Now I don’t think “hot” when I hear the names Moe, Larry, and Shemp. I don’t think I’m alone in that. But, like Tom Petty and the Heartbreakers after them, the three sure did excel at making fun of themselves, and that made the episode worth a look.
The plot of the episode is about as flimsy as you’d guess: the stooges decide they want a job at Scotland Yard, and have mistaken a garden cleanup employment ad for an investigative one. After fouling up that simple task, they discover a posting calling for detectives in Scotland, and equip themselves with kilts and Mcs in front of their names for the job. After hearing their accents, their new client inquires what part of Scotland Shemp is from. Moe explains that Shemp is from the south, “below the McMason-McDixon line.”
Their client wants his possessions protected as he’s off at a clan meeting, and of course, the stooges utterly fail to notice his entire staff taking everything he owns. There’s even a Scooby Doo moment when Shemp fails to notice a masked robber isn’t Larry.
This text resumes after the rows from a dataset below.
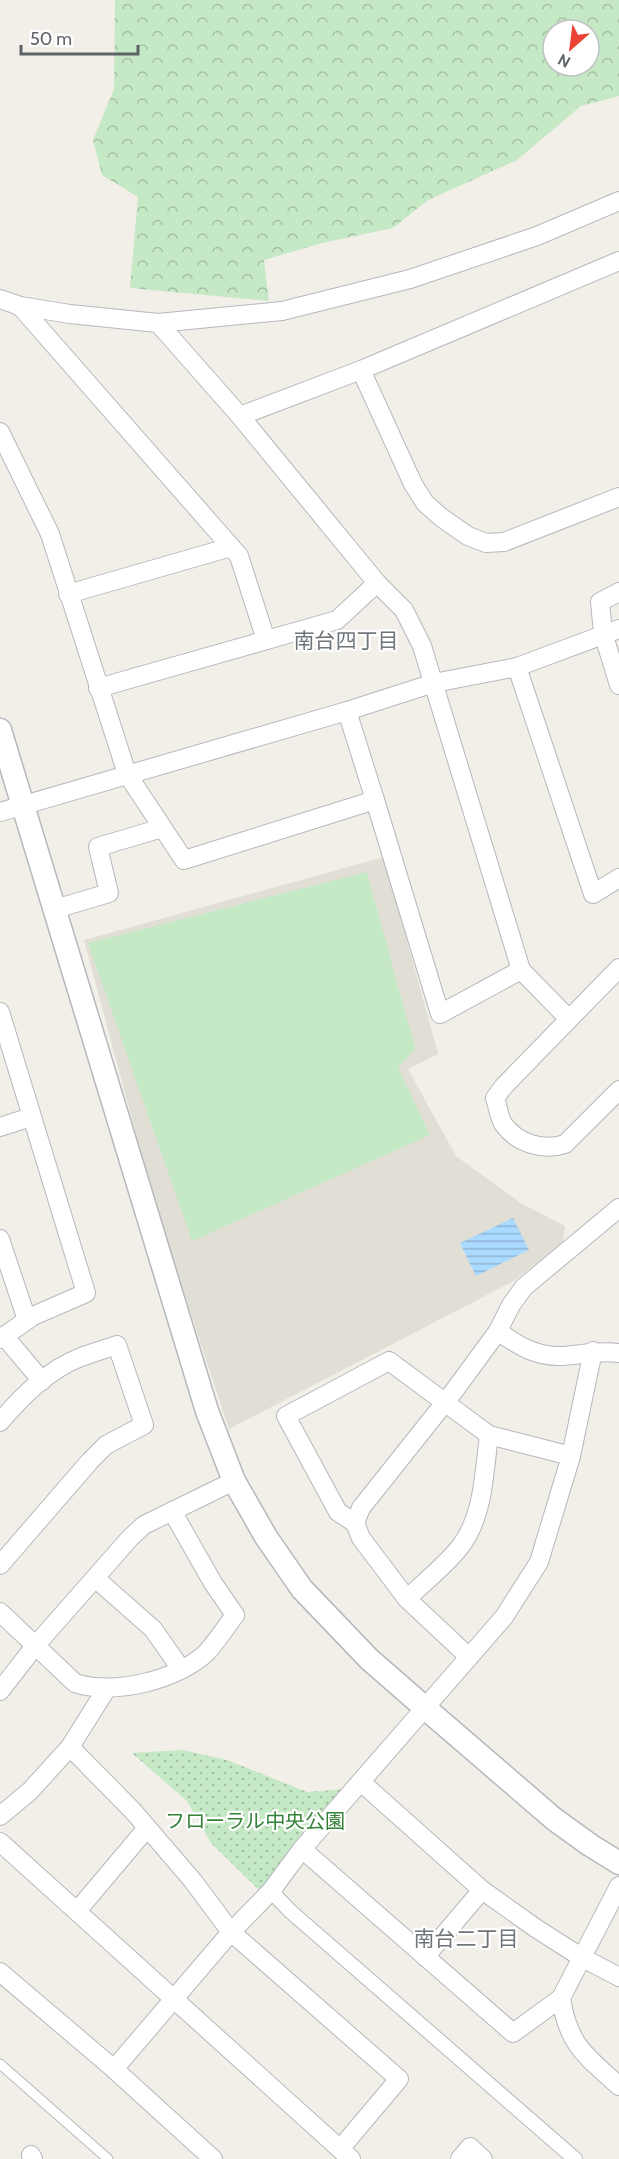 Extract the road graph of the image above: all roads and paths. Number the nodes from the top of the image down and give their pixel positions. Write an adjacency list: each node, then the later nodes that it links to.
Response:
1 (619, 201): 5 (street)
2 (619, 261): 6 (street)
3 (0, 299): 4 (street)
4 (20, 306): 5 (street); 10 (street)
5 (158, 323): 7 (street)
6 (361, 370): 7 (street); 9 (street)
7 (240, 416): 11 (street)
8 (0, 432): 13 (street)
9 (619, 497)
10 (231, 547): 13 (street); 15 (street)
11 (377, 583): 15 (street); 17 (street)
12 (619, 592): 14 (street)
13 (68, 594): 19 (street)
14 (611, 631): 16 (street); 18 (street)
15 (266, 640): 19 (street)
16 (517, 667): 17 (street); 27 (street)
17 (434, 683): 20 (street); 30 (street)
18 (619, 685)
19 (98, 688): 22 (street)
20 (347, 711): 22 (street); 23 (street)
21 (0, 730): 24 (street)
22 (127, 774): 24 (street); 26 (street)
23 (375, 801): 26 (street); 30 (street)
24 (23, 806): 25 (street); 28 (street)
25 (0, 812)
26 (162, 828): 28 (street)
27 (619, 879)
28 (56, 909): 48 (street)
29 (619, 968): 32 (street)
30 (521, 970): 32 (street)
31 (0, 1012): 34 (street)
32 (569, 1019): 33 (street)
33 (619, 1090)
34 (31, 1117): 35 (street); 38 (street)
35 (0, 1126)
36 (619, 1208): 39 (street)
37 (0, 1239): 38 (street)
38 (27, 1320): 40 (street)
39 (498, 1331): 41 (street); 44 (street)
40 (2, 1337): 43 (street)
41 (593, 1351): 42 (street); 47 (street)
42 (619, 1353)
43 (42, 1382): 45 (street); 51 (street)
44 (446, 1401): 46 (street); 50 (street); 50 (street)
45 (0, 1422)
46 (489, 1435): 47 (street); 53 (street)
47 (571, 1456): 56 (street)
48 (234, 1481): 49 (street); 60 (street)
49 (172, 1511): 52 (street); 57 (street)
50 (355, 1523): 53 (street)
51 (0, 1565)
52 (95, 1578): 55 (street); 57 (street)
53 (407, 1599): 56 (street)
54 (0, 1612): 55 (street)
55 (35, 1646): 58 (street); 59 (street)
56 (469, 1657): 60 (street)
57 (182, 1669): 58 (street)
58 (107, 1688): 61 (street)
59 (0, 1691)
60 (424, 1707): 62 (street); 67 (street)
61 (70, 1747): 63 (street); 64 (street)
62 (361, 1782): 66 (street); 69 (street)
63 (0, 1816)
64 (147, 1828): 71 (street); 72 (street)
65 (0, 1842): 71 (street)
66 (302, 1849): 70 (street); 73 (street)
67 (619, 1863)
68 (619, 1886): 74 (street)
69 (483, 1890): 73 (street); 74 (street)
70 (271, 1892): 72 (street); 87 (street)
71 (77, 1911): 77 (street)
72 (231, 1932): 77 (street); 82 (street)
73 (425, 1957): 78 (street)
74 (581, 1957): 76 (street); 78 (street)
75 (0, 1972): 80 (street)
76 (619, 1977)
77 (174, 1998): 80 (street); 82 (street)
78 (561, 1998): 81 (street)
79 (0, 2064): 83 (lane)
80 (114, 2068): 84 (street)
81 (619, 2086)
82 (346, 2154)
83 (108, 2159)
84 (213, 2159)
85 (460, 2159): 86 (street)
86 (483, 2159)
87 (575, 2159) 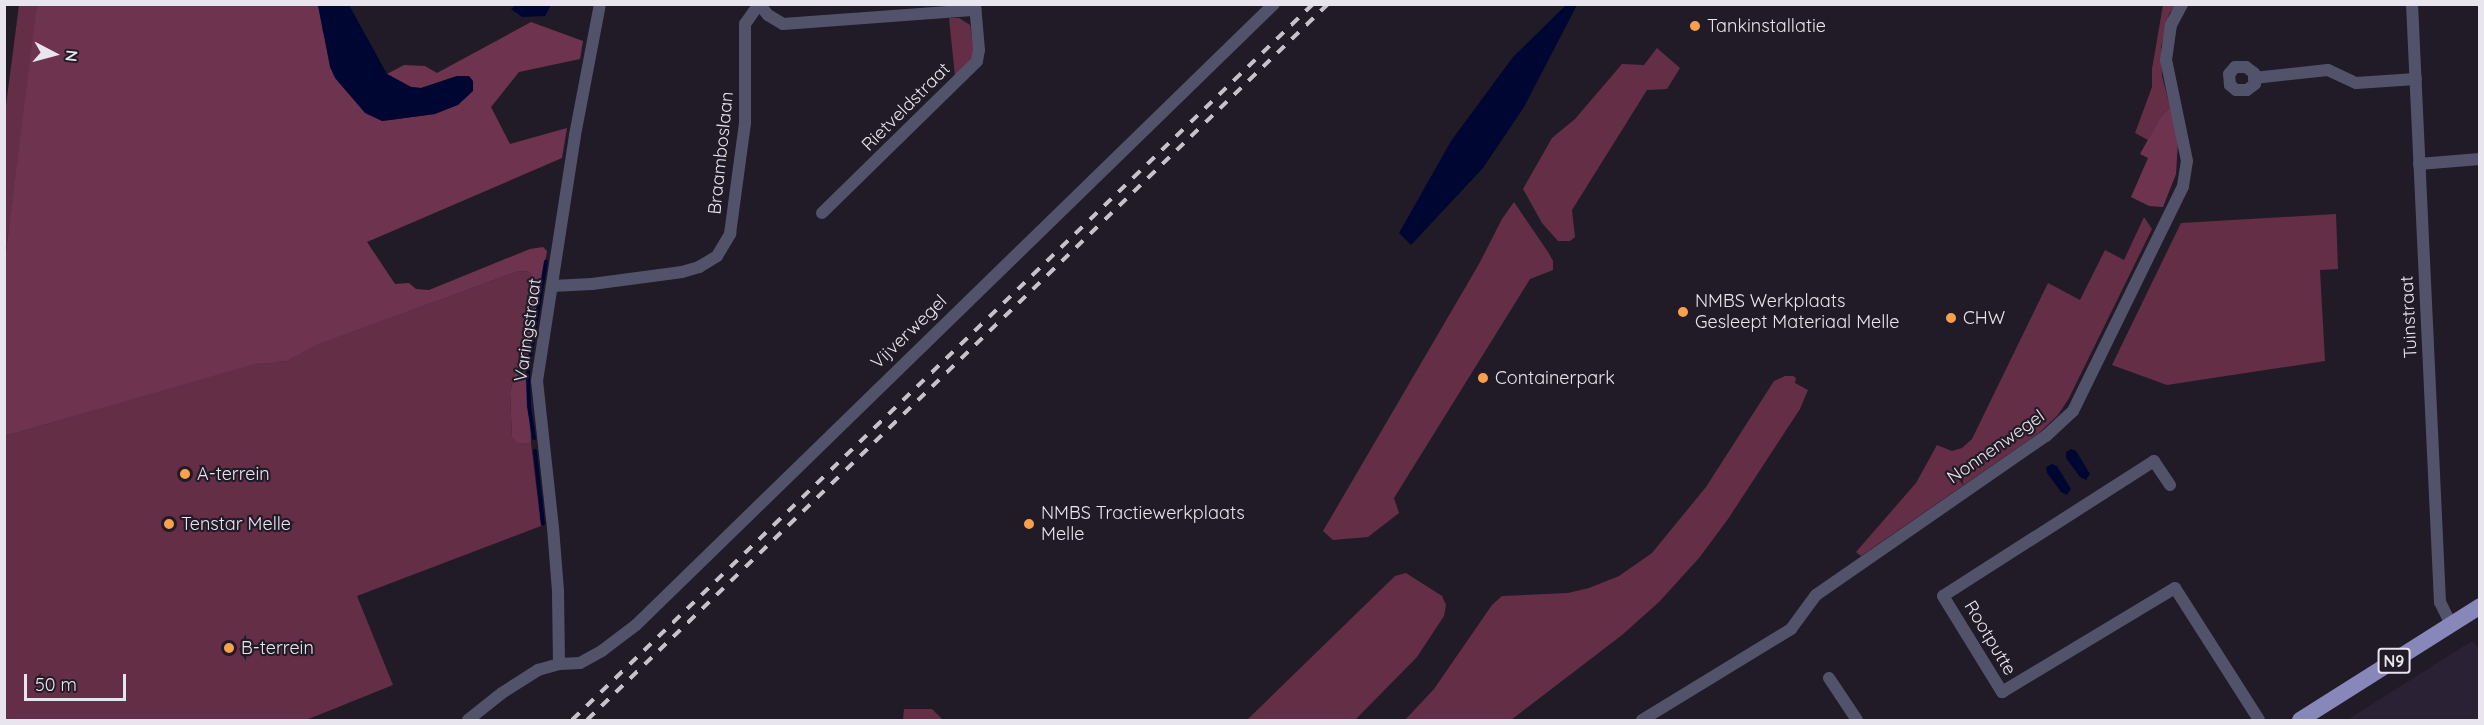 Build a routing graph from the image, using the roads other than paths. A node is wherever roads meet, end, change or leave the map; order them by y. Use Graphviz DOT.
graph roads {
  1 [pos="600,4"];
  2 [pos="746,4"];
  3 [pos="759,4"];
  4 [pos="1274,4"];
  5 [pos="2182,4"];
  6 [pos="2412,4"];
  7 [pos="975,7"];
  8 [pos="745,24"];
  9 [pos="2254,78"];
  10 [pos="2416,79"];
  11 [pos="2480,159"];
  12 [pos="2419,164"];
  13 [pos="822,213"];
  14 [pos="552,286"];
  15 [pos="2170,485"];
  16 [pos="2480,606"];
  17 [pos="2451,625"];
  18 [pos="559,664"];
  19 [pos="1829,678"];
  20 [pos="468,720"];
  21 [pos="1642,720"];
  22 [pos="1857,720"];
  23 [pos="2259,720"];
  24 [pos="2300,720"];
  1 -- 14 [label="street, Varingstraat"];
  2 -- 8 [label="street, Braamboslaan"];
  3 -- 7 [label="street, Rietveldstraat"];
  3 -- 8 [label="street"];
  4 -- 18 [label="street, Vijverwegel"];
  5 -- 21 [label="street, Nonnenwegel"];
  6 -- 10 [label="street, Tuinstraat"];
  7 -- 13 [label="street, Rietveldstraat"];
  8 -- 14 [label="street, Braamboslaan"];
  9 -- 10 [label="street"];
  10 -- 12 [label="street, Tuinstraat"];
  11 -- 12 [label="street"];
  12 -- 17 [label="street, Tuinstraat"];
  14 -- 18 [label="street, Varingstraat"];
  15 -- 23 [label="street, Rootputte"];
  16 -- 17 [label="main road, N9"];
  17 -- 24 [label="main road, N9"];
  18 -- 20 [label="street"];
  19 -- 22 [label="street"];
}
The episode, of course, is saturated with silly sound effects and the stooges whacking each other with sticks and clubs. I’m not a huge stooges fan–their humor is a little too exclusively physical for me–but somehow, the style is so suitable for the weird way we celebrate the Scottish, and the many spills reminded me of my favorite scene from Mike Myers’ comedies: The infamous “We have a piper down!” wedding clip from So I Married an Axe Murder.
Give “Hot Scots” a try if you want a break from work or the news this week. You can find it on Amazon Instant, The Three Stooges Collection, 1946-48, Episode 15, and of course, YouTube. I think we can all use some silliness about now…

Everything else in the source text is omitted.